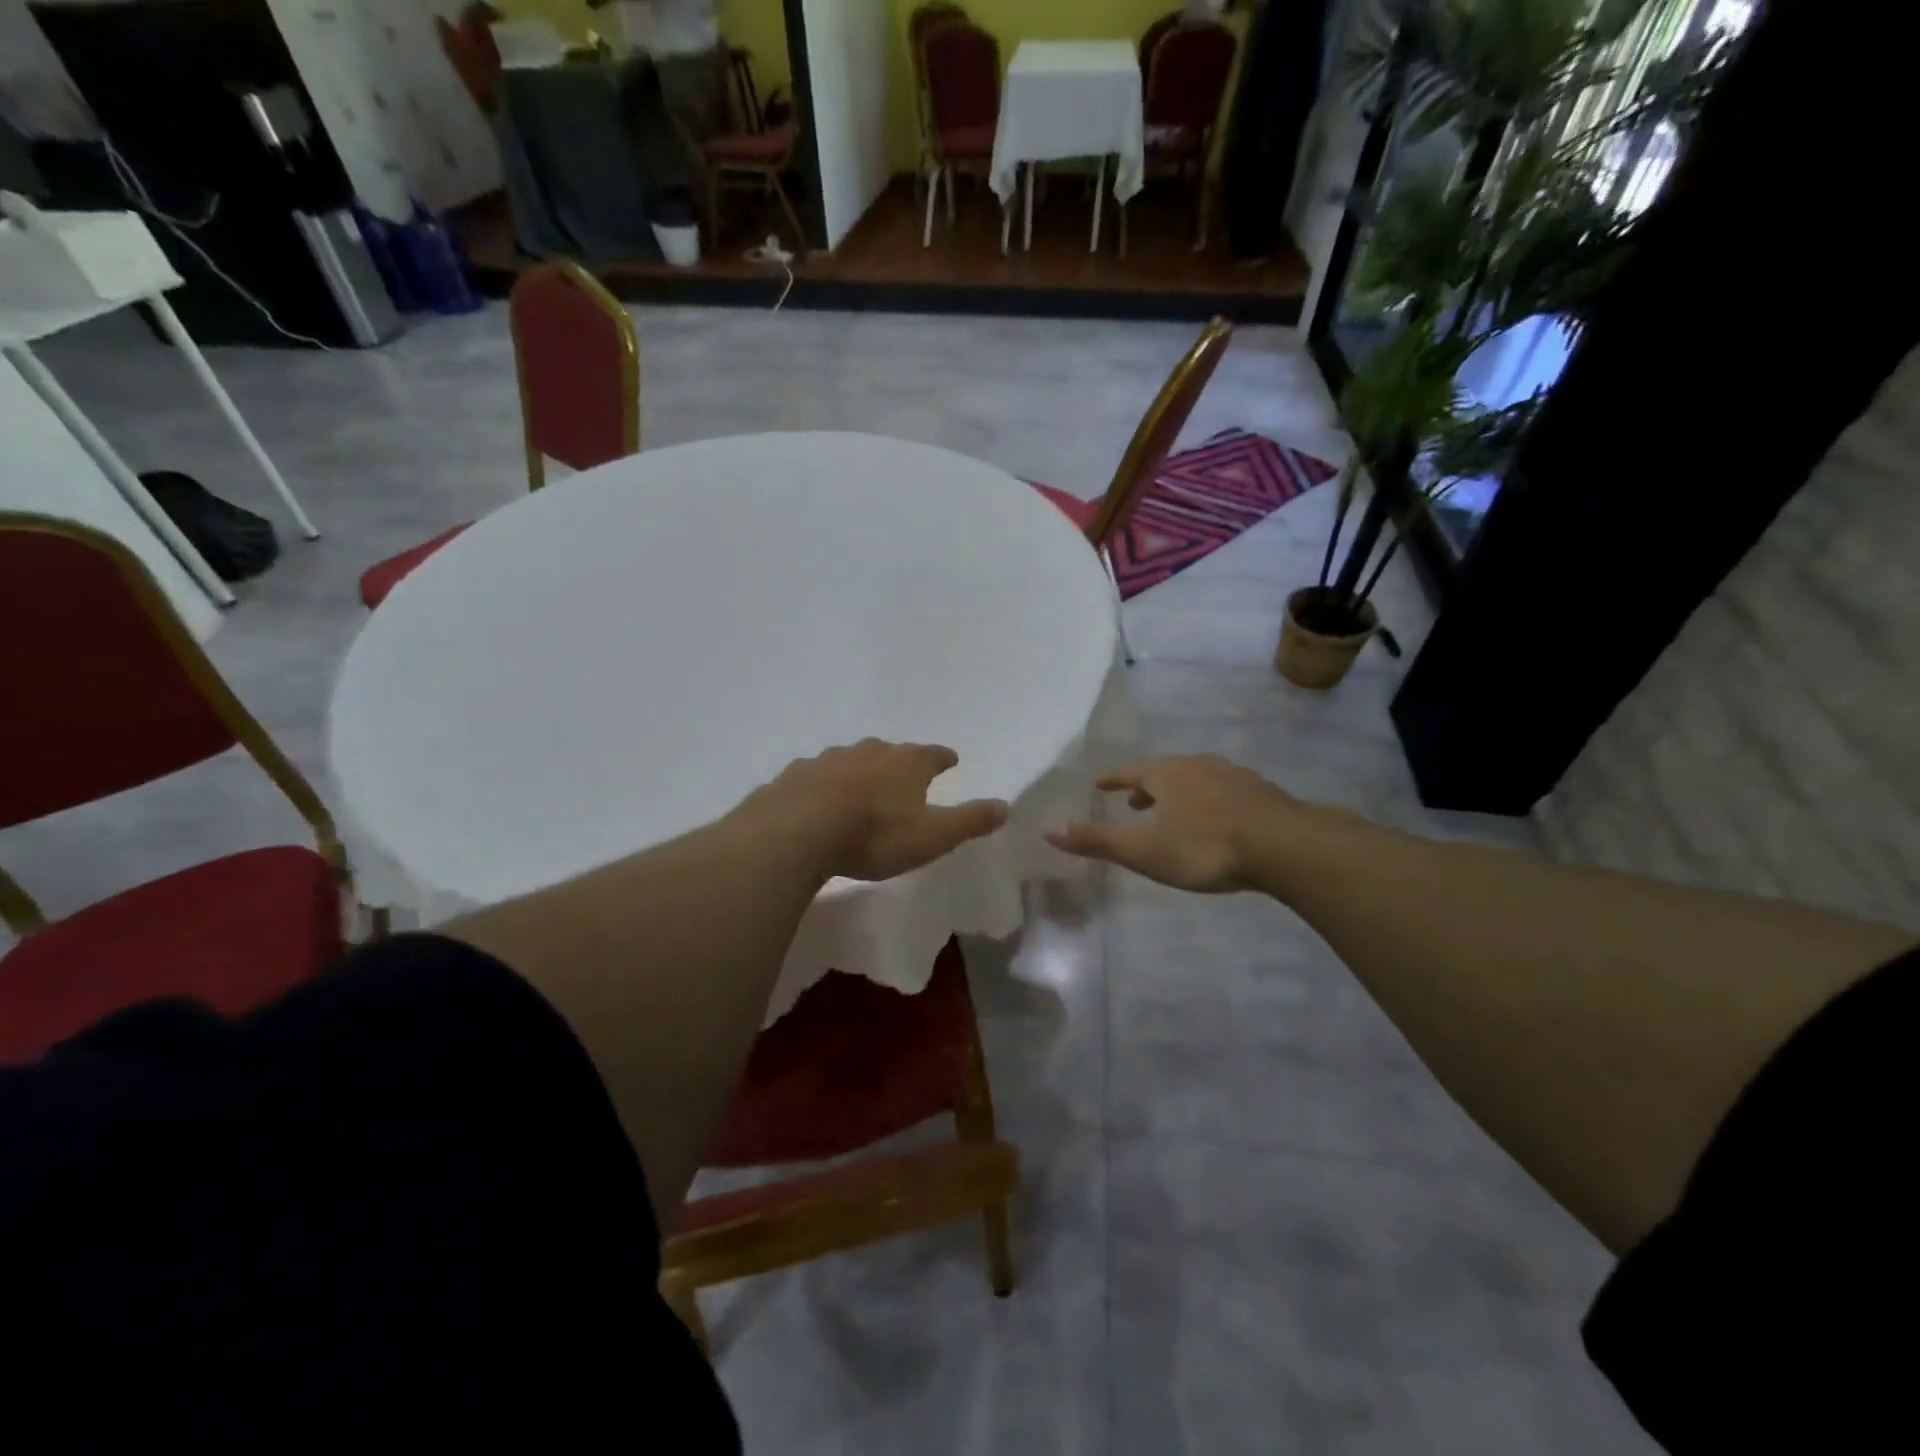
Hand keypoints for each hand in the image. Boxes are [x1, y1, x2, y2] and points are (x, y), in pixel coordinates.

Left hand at [753, 739, 1009, 882]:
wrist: (798, 831)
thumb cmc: (875, 834)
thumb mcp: (932, 836)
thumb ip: (969, 821)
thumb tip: (1005, 806)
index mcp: (904, 763)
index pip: (931, 754)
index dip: (942, 758)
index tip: (950, 759)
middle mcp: (867, 753)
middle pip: (888, 751)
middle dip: (898, 760)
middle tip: (903, 770)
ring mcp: (826, 761)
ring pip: (849, 760)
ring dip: (858, 770)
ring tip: (860, 785)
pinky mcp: (794, 777)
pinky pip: (814, 777)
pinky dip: (821, 785)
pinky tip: (816, 798)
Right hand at [1046, 754, 1344, 893]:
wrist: (1286, 845)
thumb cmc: (1205, 847)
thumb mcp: (1144, 850)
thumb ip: (1097, 841)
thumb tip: (1047, 828)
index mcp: (1165, 774)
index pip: (1129, 772)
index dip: (1113, 779)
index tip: (1100, 783)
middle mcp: (1196, 765)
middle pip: (1163, 771)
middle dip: (1145, 786)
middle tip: (1133, 802)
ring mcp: (1231, 775)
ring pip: (1195, 778)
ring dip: (1177, 791)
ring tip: (1172, 810)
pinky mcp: (1259, 791)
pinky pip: (1222, 789)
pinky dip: (1207, 799)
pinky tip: (1216, 817)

⁂

Problem statement
Scan the records above for the word "thumb". Copy each line that has it.

Your response
thumb cmc: (875, 834)
thumb mcp: (932, 836)
thumb ip: (969, 821)
thumb tip: (1005, 806)
thumb cmc: (1205, 847)
thumb mcp: (1144, 850)
thumb ip: (1097, 841)
thumb tip: (1047, 828)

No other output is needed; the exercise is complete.